Work out how many lines in the data hold the word "paths", and reply with that number only.

-- Opening Marker --

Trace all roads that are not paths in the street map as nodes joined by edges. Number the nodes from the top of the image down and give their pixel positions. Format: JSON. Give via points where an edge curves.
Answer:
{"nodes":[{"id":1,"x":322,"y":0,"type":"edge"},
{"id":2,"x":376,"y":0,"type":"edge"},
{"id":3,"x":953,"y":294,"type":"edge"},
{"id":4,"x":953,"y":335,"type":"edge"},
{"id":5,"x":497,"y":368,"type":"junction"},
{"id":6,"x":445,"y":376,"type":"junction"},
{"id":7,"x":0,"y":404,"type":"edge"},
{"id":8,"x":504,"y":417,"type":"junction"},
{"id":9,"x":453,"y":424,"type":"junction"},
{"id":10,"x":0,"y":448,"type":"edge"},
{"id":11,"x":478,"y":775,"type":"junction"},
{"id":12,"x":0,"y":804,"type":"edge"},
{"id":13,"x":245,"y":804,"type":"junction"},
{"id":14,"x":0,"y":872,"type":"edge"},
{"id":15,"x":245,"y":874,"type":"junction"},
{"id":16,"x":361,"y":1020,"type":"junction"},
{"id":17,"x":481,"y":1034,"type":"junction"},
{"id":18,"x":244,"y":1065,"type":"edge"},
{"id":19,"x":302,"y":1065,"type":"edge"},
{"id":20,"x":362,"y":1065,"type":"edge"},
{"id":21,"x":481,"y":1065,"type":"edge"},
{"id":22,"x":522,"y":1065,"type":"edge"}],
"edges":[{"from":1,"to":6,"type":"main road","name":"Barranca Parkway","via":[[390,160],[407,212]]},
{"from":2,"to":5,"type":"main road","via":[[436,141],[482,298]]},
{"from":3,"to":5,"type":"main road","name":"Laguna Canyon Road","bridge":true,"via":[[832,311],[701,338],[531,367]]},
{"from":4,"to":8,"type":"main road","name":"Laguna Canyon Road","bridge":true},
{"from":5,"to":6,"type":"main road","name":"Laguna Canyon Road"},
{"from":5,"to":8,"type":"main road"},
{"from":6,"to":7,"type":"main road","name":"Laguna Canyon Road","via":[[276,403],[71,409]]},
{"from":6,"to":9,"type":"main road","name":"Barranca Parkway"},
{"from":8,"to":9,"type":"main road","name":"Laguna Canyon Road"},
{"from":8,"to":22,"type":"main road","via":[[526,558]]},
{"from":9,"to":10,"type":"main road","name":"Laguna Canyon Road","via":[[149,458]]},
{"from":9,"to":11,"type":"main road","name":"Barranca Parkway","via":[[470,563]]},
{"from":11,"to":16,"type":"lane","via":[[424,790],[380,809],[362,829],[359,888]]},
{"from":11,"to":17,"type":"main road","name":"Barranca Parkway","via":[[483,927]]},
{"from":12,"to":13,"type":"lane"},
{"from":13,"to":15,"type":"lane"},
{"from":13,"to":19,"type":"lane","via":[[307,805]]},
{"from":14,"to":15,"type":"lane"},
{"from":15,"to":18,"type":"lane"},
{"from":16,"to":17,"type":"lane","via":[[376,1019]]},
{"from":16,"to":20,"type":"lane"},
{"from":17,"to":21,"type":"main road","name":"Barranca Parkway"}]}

-- Closing Marker --
-- Opening Marker --

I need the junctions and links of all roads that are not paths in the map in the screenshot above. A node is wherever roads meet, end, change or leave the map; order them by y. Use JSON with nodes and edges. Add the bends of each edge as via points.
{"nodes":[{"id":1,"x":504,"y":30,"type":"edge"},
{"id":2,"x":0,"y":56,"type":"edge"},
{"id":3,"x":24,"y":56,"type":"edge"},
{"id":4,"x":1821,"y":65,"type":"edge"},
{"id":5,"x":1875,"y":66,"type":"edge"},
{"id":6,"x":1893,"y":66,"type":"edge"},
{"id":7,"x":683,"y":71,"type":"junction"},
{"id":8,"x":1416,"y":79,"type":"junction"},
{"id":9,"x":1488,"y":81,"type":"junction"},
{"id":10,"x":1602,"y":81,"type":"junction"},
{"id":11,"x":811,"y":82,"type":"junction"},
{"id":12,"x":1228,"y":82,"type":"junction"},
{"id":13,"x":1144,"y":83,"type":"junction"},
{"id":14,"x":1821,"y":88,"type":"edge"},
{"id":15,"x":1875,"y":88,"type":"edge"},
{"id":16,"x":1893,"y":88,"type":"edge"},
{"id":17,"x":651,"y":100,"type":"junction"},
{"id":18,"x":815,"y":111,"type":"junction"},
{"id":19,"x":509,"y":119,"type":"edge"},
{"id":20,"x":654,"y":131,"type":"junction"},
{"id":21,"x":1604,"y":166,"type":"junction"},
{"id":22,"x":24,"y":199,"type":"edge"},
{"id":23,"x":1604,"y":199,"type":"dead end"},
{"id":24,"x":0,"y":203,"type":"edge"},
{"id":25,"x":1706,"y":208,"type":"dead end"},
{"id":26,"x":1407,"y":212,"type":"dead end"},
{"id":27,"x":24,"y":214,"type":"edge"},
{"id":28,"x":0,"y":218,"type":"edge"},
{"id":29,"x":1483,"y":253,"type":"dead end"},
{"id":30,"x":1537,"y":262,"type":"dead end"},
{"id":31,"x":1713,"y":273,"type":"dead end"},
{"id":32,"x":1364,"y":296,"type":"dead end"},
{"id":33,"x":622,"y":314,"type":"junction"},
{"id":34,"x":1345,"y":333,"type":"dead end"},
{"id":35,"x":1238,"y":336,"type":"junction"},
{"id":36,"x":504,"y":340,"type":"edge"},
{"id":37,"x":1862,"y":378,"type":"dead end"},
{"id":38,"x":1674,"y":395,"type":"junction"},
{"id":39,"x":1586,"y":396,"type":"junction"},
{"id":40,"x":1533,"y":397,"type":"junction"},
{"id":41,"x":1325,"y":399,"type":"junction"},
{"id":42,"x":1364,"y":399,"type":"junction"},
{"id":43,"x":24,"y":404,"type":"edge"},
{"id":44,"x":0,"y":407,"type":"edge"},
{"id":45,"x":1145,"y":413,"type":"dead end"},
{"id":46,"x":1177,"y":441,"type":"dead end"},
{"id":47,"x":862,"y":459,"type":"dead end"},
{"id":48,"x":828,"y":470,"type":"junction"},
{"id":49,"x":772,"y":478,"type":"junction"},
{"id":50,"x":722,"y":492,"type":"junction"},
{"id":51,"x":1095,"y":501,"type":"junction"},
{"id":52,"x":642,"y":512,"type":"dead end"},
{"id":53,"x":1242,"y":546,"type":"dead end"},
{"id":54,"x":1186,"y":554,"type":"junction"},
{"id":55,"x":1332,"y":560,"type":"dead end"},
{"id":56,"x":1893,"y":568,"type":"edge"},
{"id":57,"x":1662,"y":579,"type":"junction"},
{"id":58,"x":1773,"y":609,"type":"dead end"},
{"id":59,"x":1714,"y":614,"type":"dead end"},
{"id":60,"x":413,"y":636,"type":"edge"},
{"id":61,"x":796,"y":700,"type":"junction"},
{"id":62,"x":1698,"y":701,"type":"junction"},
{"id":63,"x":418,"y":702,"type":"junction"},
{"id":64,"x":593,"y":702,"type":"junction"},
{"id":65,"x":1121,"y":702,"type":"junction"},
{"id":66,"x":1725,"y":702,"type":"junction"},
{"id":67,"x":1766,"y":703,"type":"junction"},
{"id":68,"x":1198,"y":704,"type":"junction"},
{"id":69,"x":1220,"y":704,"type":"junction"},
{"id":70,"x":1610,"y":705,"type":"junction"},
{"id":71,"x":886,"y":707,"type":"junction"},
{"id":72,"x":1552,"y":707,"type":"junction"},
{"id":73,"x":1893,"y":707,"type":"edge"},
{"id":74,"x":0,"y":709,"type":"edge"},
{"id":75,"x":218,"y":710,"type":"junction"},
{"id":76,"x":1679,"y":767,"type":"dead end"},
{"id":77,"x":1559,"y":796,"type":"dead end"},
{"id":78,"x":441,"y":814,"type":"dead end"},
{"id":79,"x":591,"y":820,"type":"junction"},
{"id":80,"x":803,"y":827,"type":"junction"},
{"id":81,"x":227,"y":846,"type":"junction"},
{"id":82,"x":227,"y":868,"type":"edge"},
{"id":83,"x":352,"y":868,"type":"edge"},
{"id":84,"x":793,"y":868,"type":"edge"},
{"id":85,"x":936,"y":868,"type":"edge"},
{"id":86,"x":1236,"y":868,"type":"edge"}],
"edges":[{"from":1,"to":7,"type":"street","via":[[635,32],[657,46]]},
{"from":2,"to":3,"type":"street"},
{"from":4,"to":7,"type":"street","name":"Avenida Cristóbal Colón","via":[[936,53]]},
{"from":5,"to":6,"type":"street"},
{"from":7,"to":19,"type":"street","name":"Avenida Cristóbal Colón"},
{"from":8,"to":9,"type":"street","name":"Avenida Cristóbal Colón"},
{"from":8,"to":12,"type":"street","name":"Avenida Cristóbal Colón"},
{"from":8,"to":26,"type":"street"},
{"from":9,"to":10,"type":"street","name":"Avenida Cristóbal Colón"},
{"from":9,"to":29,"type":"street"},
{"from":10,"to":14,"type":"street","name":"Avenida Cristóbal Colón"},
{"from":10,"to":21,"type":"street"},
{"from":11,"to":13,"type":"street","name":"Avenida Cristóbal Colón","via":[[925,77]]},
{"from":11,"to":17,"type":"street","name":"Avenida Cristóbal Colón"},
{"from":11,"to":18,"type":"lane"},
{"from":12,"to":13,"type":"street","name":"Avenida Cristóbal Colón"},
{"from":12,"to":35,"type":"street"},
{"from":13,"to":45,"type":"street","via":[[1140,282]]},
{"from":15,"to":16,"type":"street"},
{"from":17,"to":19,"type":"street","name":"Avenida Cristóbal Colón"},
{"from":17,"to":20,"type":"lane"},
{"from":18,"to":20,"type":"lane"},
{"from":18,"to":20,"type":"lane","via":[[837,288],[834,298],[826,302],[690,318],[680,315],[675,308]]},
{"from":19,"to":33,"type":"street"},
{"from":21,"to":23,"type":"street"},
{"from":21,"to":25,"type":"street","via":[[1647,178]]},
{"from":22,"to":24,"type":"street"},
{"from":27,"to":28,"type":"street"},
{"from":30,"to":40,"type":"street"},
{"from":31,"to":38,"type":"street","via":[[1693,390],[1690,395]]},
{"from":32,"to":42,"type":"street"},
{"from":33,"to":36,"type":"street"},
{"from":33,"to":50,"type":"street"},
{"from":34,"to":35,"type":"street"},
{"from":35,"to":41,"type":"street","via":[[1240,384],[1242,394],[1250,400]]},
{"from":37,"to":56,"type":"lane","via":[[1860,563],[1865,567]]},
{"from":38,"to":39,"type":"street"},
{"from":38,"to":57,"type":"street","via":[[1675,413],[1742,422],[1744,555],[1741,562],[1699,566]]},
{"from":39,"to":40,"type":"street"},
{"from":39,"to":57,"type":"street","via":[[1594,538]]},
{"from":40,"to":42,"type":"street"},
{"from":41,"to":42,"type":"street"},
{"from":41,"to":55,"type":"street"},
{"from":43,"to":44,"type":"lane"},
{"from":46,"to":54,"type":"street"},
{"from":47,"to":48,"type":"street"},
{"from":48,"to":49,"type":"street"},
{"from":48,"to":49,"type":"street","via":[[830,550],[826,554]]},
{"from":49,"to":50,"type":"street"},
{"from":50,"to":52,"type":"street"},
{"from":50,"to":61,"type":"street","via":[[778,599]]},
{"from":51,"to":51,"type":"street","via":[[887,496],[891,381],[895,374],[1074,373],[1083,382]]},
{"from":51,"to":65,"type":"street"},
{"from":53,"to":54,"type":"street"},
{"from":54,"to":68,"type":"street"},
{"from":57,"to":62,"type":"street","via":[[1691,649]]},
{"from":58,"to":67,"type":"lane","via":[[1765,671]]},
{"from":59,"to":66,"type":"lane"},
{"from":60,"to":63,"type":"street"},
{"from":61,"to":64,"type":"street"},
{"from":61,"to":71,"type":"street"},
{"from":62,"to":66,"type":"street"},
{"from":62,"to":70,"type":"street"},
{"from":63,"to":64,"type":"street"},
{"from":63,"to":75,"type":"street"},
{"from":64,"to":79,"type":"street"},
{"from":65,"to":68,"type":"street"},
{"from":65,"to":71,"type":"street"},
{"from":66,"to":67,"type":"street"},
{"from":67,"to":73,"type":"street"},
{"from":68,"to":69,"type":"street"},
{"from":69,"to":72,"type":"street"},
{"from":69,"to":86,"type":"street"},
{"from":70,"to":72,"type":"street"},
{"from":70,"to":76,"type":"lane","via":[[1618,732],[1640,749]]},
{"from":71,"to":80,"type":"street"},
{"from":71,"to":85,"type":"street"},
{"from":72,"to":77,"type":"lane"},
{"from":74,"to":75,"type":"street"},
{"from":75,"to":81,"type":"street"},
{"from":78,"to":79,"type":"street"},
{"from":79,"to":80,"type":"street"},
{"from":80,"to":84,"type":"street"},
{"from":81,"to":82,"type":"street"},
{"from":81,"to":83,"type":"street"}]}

-- Closing Marker --

• Written solution: 2